Summary judgment is appropriate only when the moving party demonstrates that there are no genuine issues of material fact and that he or she is entitled to judgment as a matter of law. Tenn. R. Civ. P.56.03; Byrd v. Hall, 847 S.W.2d 208, 210 (Tenn.1993). If both the facts and conclusions to be drawn from such facts permit a reasonable person to reach only one conclusion, summary judgment is appropriate. Robinson, 952 S.W.2d at 426 (Tenn.1997).

In Blair v.
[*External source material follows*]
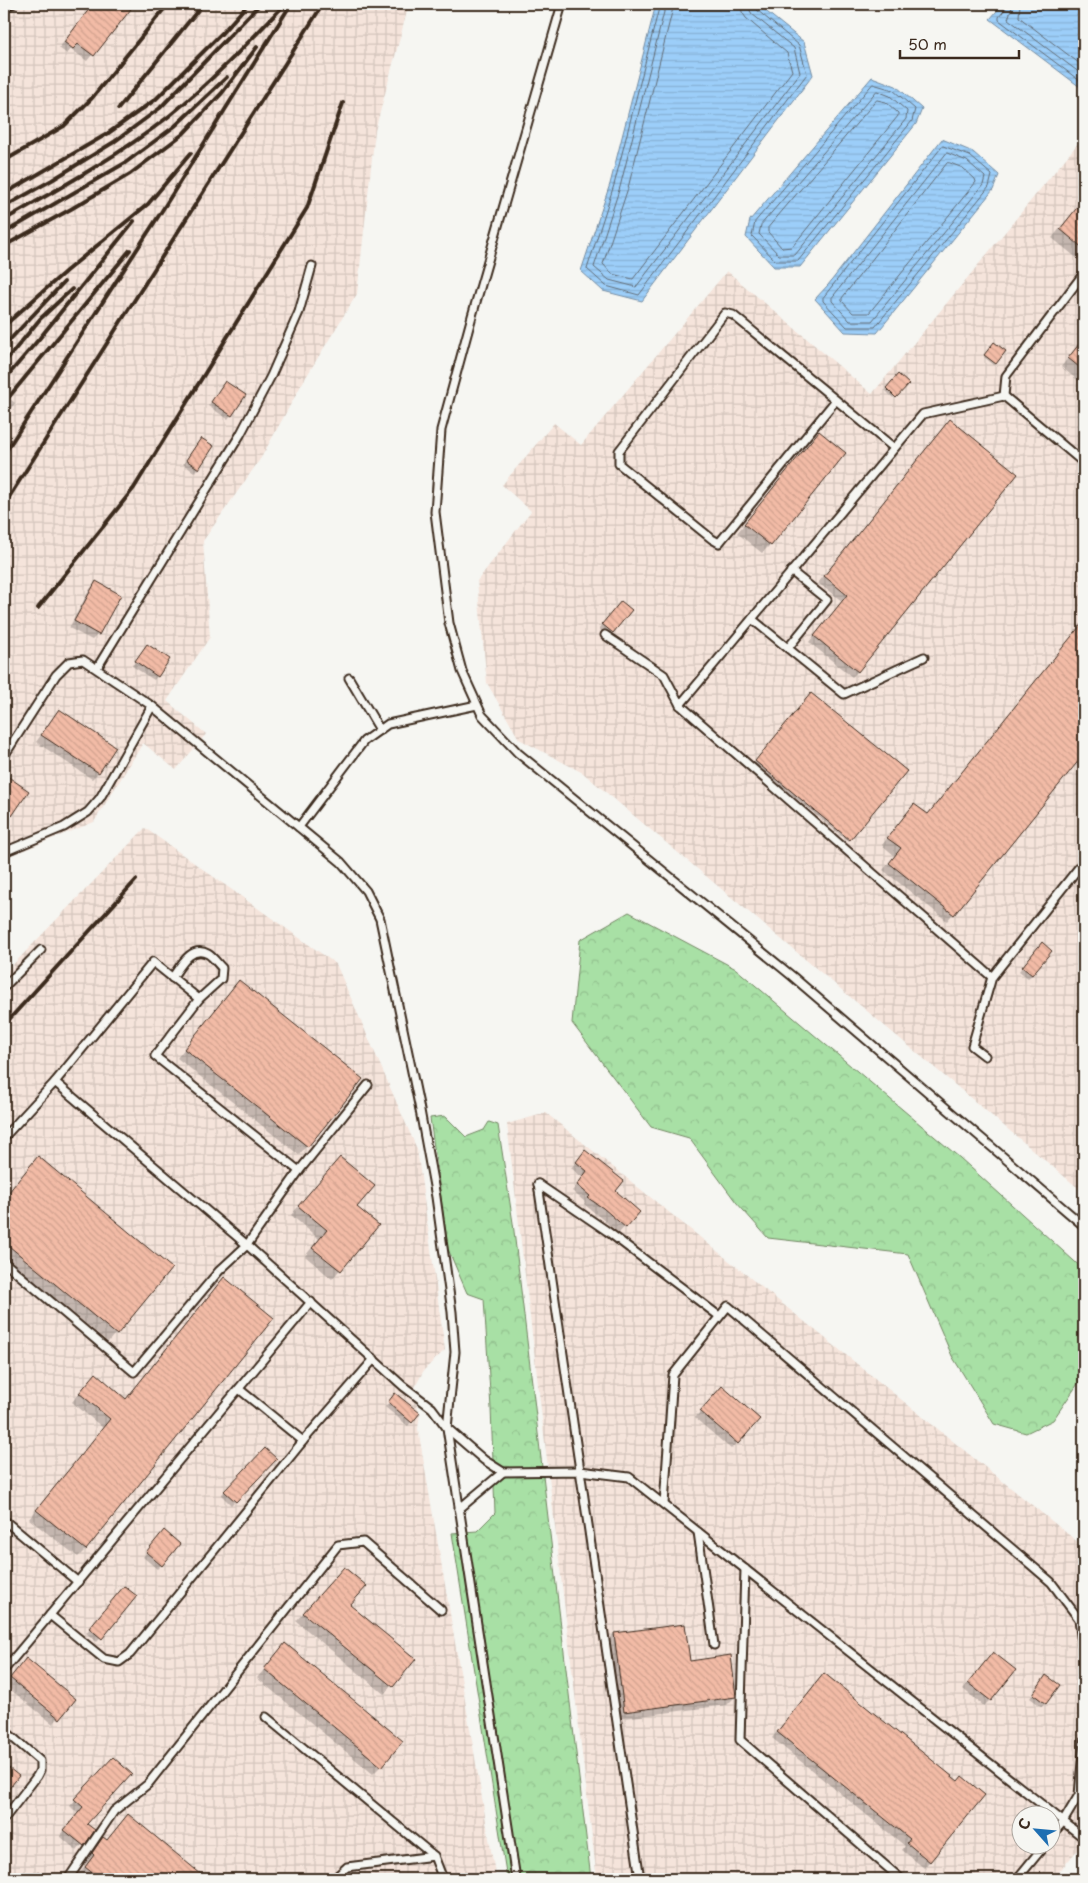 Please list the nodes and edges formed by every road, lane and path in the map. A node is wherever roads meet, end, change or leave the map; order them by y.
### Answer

West Town Mall, 130 S.W.3d 761 (Tenn.2004), the Supreme Court reiterated the standards applicable when the appellate court reviews a motion for summary judgment:

Our task is confined to reviewing the record to determine whether the requirements of Tennessee Rule of Civil Procedure 56 have been met. See Staples v. CBL & Assoc., Inc., 15 S.W.3d 83, 88 (Tenn.2000); Hunter v. Brown, 955 S.W.2d 49, 50-51; Cowden v. Sovran Bank/Central South, 816 S.W.2d 741, 744 (Tenn.1991). Tennessee Rule of Civil Procedure 56.04 provides that summary judgment is appropriate where: 1) there is no genuine issue with regard to the material facts relevant to the claim or defense contained in the motion, and 2) the moving party is entitled to a judgment as a matter of law on the undisputed facts. Staples, 15 S.W.3d at 88.

When the party seeking summary judgment makes a properly supported motion, the burden shifts to the nonmoving party to set forth specific facts establishing the existence of disputed, material facts which must be resolved by the trier of fact.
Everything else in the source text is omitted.